> [DATA SHOWN]

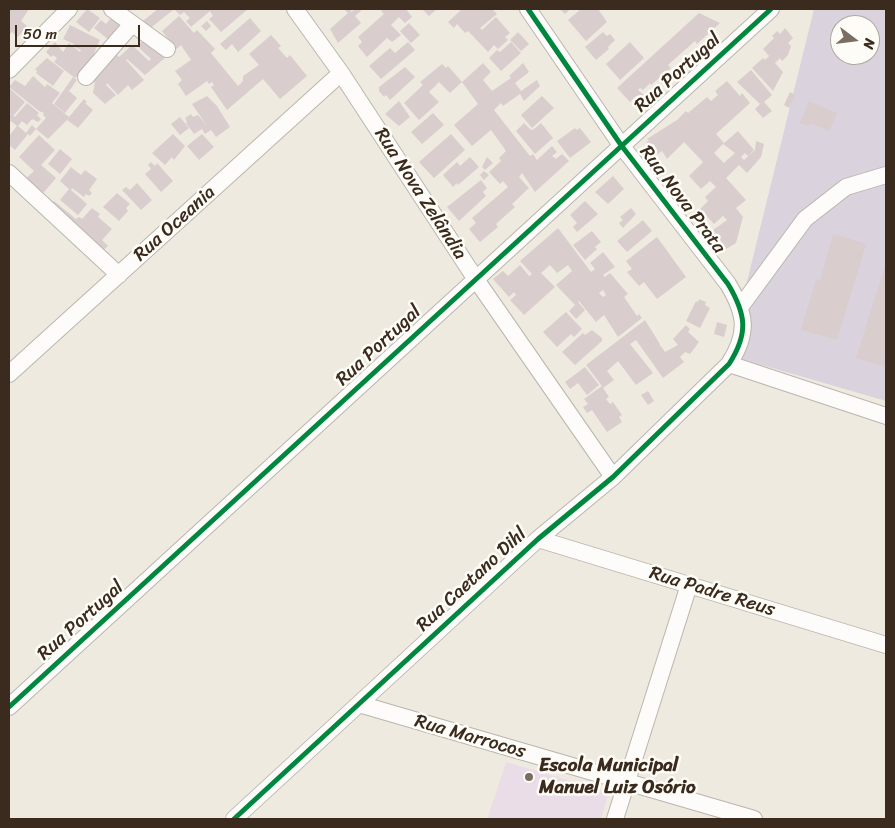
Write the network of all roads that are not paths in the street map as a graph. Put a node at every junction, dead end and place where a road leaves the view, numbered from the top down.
1 (69, 9) edge
2 (112, 9) edge
3 (295, 9) edge
4 (528, 9) edge
5 (771, 9) edge
6 (132, 24) junction
7 (167, 49) dead end
8 (9, 70) edge
9 (341, 73) junction
10 (86, 77) dead end
11 (621, 145) junction
12 (9, 173) edge
13 (886, 175) edge
14 (119, 275) junction
15 (475, 278) junction
16 (741, 306) junction
17 (729, 364) junction
18 (9, 374) edge
19 (886, 416) edge
20 (613, 477) junction
21 (538, 539) junction
22 (690, 585) junction
23 (886, 645) edge
24 (358, 704) junction
25 (9, 707) edge
26 (627, 782) junction
27 (234, 819) edge
28 (615, 819) edge
29 (754, 819) edge

1 - 8 street
2 - 6 street
3 - 9 street, Rua Nova Zelândia
4 - 11 street, Rua Nova Prata
5 - 11 street, Rua Portugal
6 - 7 street
6 - 10 street
9 - 14 street, Rua Oceania
9 - 15 street, Rua Nova Zelândia
11 - 15 street, Rua Portugal
11 - 16 street, Rua Nova Prata
12 - 14 street
13 - 16 street
14 - 18 street, Rua Oceania
15 - 20 street, Rua Nova Zelândia
15 - 25 street, Rua Portugal
16 - 17 street, Rua Caetano Dihl
17 - 19 street
17 - 20 street, Rua Caetano Dihl
20 - 21 street, Rua Caetano Dihl
21 - 22 street, Rua Padre Reus
21 - 24 street, Rua Caetano Dihl
22 - 23 street, Rua Padre Reus
22 - 26 street
24 - 26 street, Rua Marrocos
24 - 27 street, Rua Caetano Dihl
26 - 28 street
26 - 29 street, Rua Marrocos

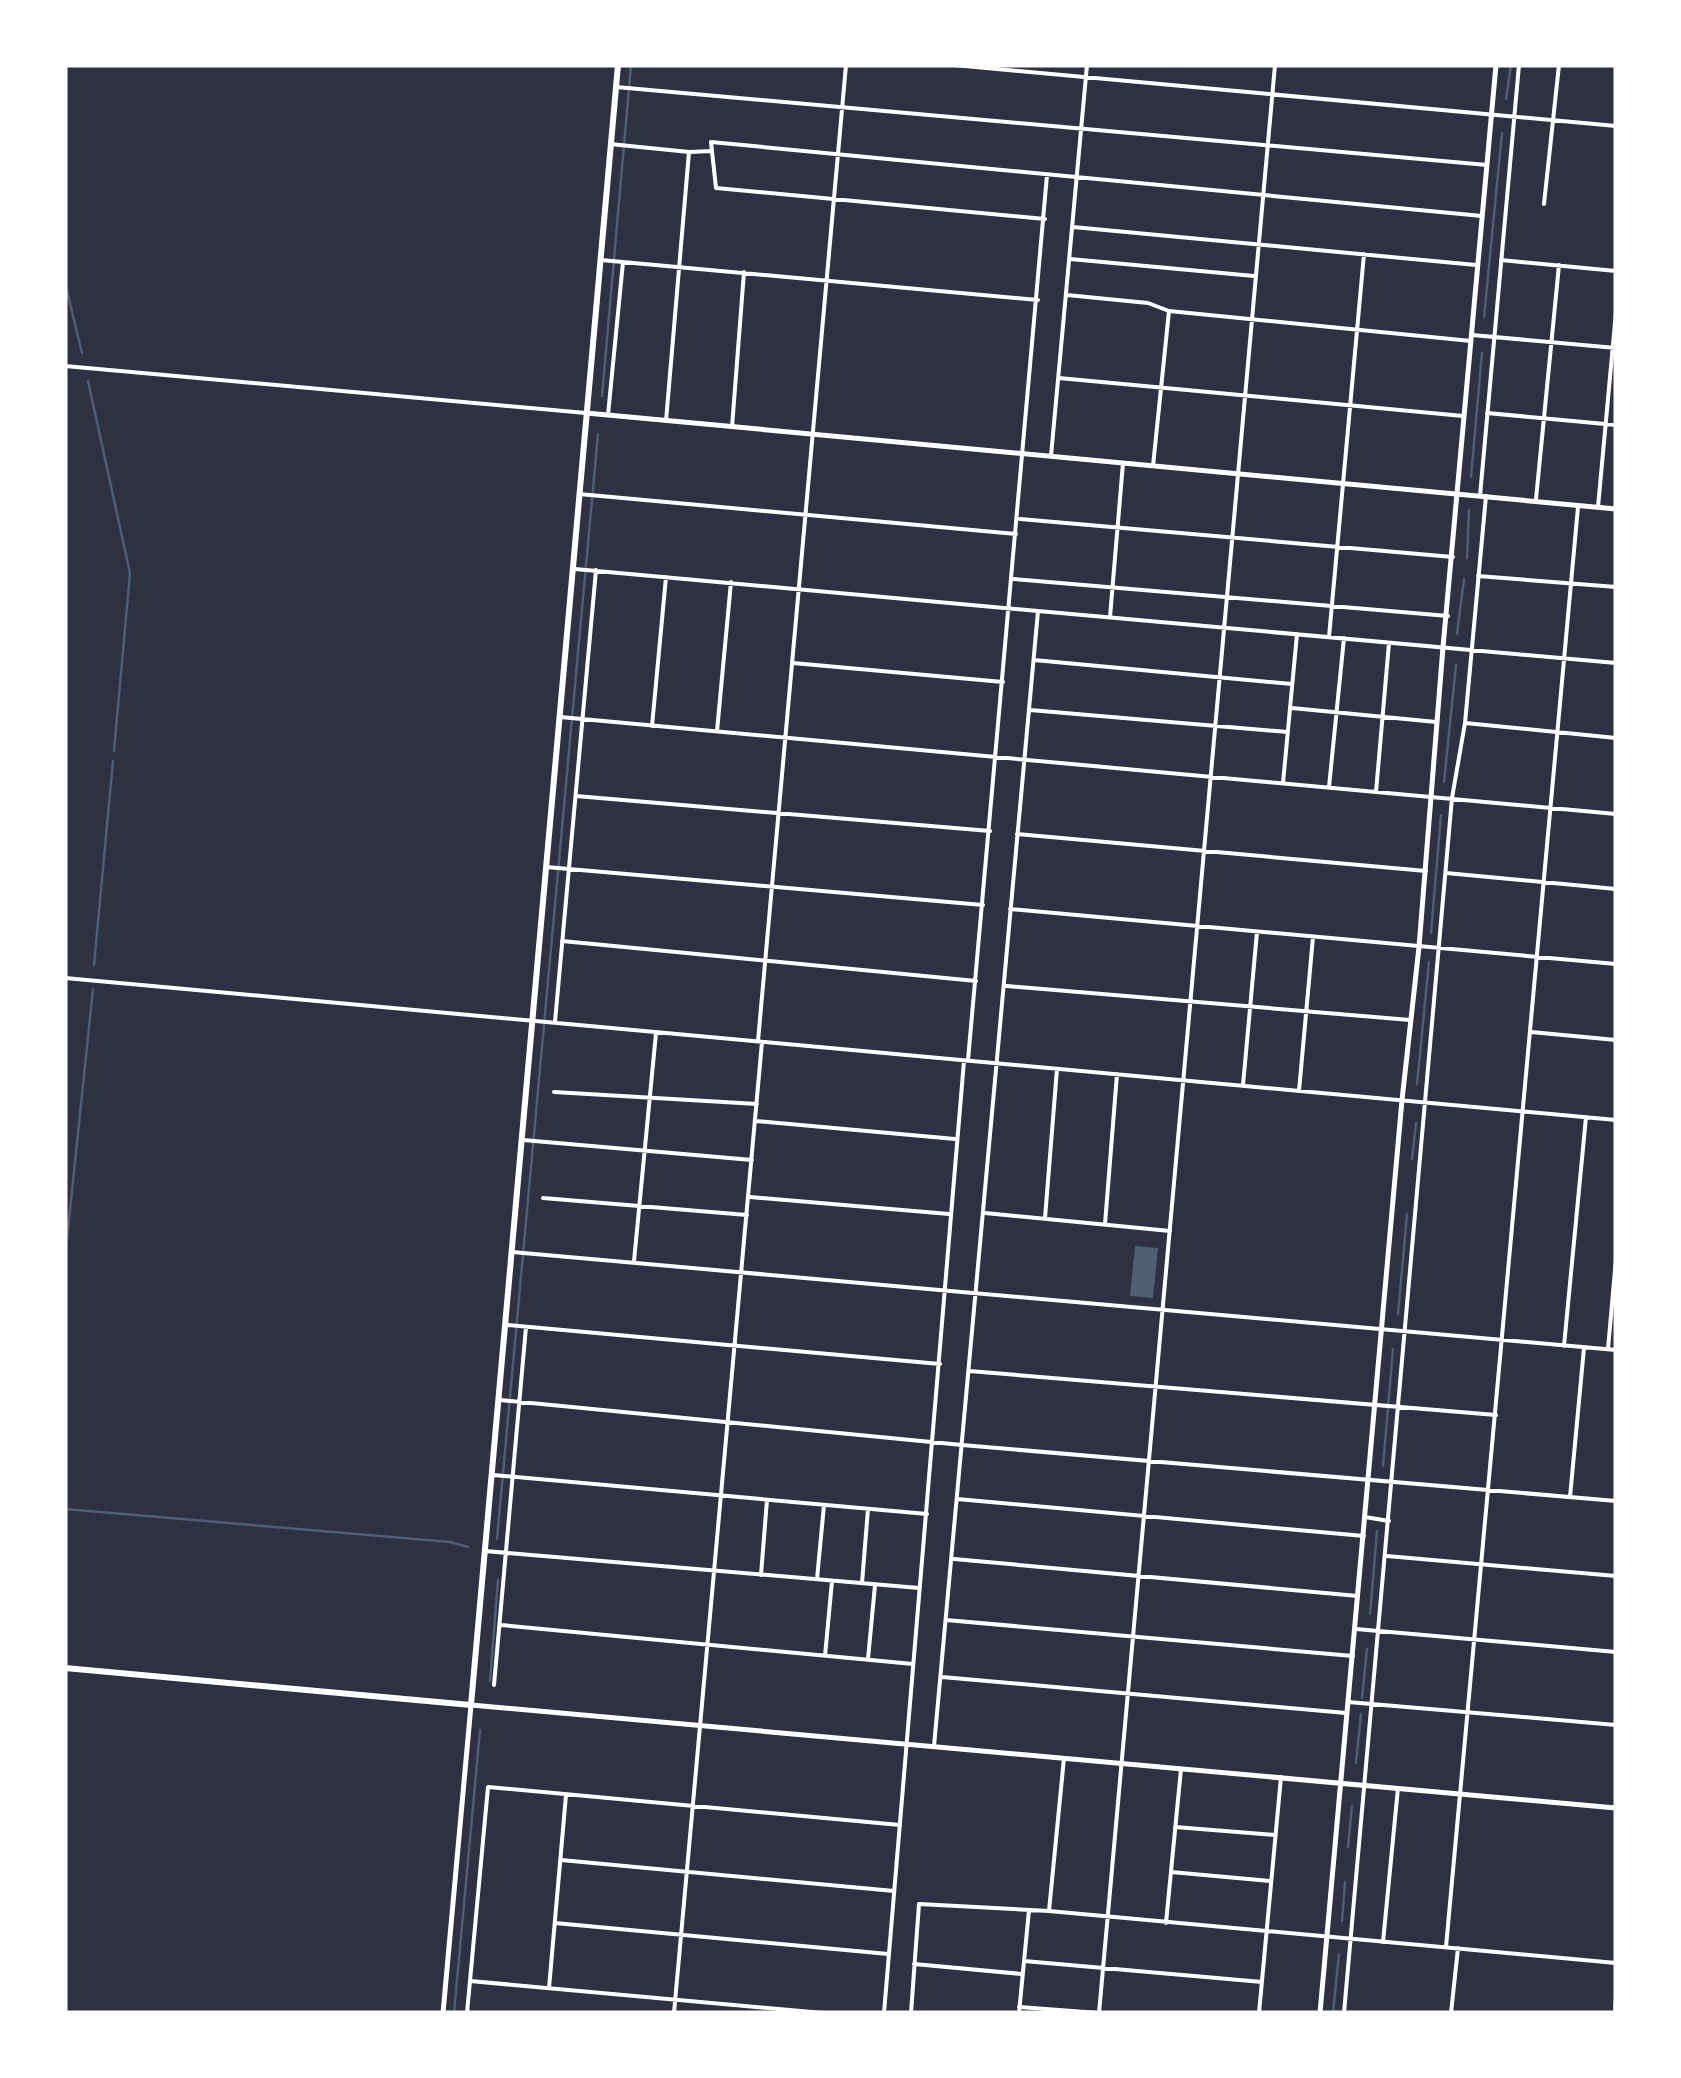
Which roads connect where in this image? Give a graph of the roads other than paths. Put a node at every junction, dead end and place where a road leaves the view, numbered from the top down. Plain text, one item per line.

> [PROBLEM STATEMENT] Wherever an image sits in the data, omit it; everything else must be copied exactly.

> [ANSWER TO THE PROBLEM]
Write the network of all roads that are not paths in the street map as a graph. Put a node at every junction, dead end and place where a road leaves the view, numbered from the top down.
1 (69, 9) edge
2 (112, 9) edge
3 (295, 9) edge
4 (528, 9) edge
5 (771, 9) edge
6 (132, 24) junction
7 (167, 49) dead end
8 (9, 70) edge
9 (341, 73) junction
10 (86, 77) dead end
11 (621, 145) junction
12 (9, 173) edge
13 (886, 175) edge
14 (119, 275) junction
15 (475, 278) junction
16 (741, 306) junction
17 (729, 364) junction
18 (9, 374) edge
19 (886, 416) edge
20 (613, 477) junction
21 (538, 539) junction
22 (690, 585) junction
23 (886, 645) edge
24 (358, 704) junction
25 (9, 707) edge
26 (627, 782) junction
27 (234, 819) edge
28 (615, 819) edge
29 (754, 819) edge

1 - 8 street
2 - 6 street
3 - 9 street, Rua Nova Zelândia
4 - 11 street, Rua Nova Prata
5 - 11 street, Rua Portugal
6 - 7 street
6 - 10 street
9 - 14 street, Rua Oceania
9 - 15 street, Rua Nova Zelândia
11 - 15 street, Rua Portugal
11 - 16 street, Rua Nova Prata
12 - 14 street
13 - 16 street
14 - 18 street, Rua Oceania
15 - 20 street, Rua Nova Zelândia
15 - 25 street, Rua Portugal
16 - 17 street, Rua Caetano Dihl
17 - 19 street
17 - 20 street, Rua Caetano Dihl
20 - 21 street, Rua Caetano Dihl
21 - 22 street, Rua Padre Reus
21 - 24 street, Rua Caetano Dihl
22 - 23 street, Rua Padre Reus
22 - 26 street
24 - 26 street, Rua Marrocos
24 - 27 street, Rua Caetano Dihl
26 - 28 street
26 - 29 street, Rua Marrocos

Which roads connect where in this image? Give a graph of the roads other than paths. Put a node at every junction, dead end and place where a road leaves the view, numbered from the top down. Plain text, one item per line.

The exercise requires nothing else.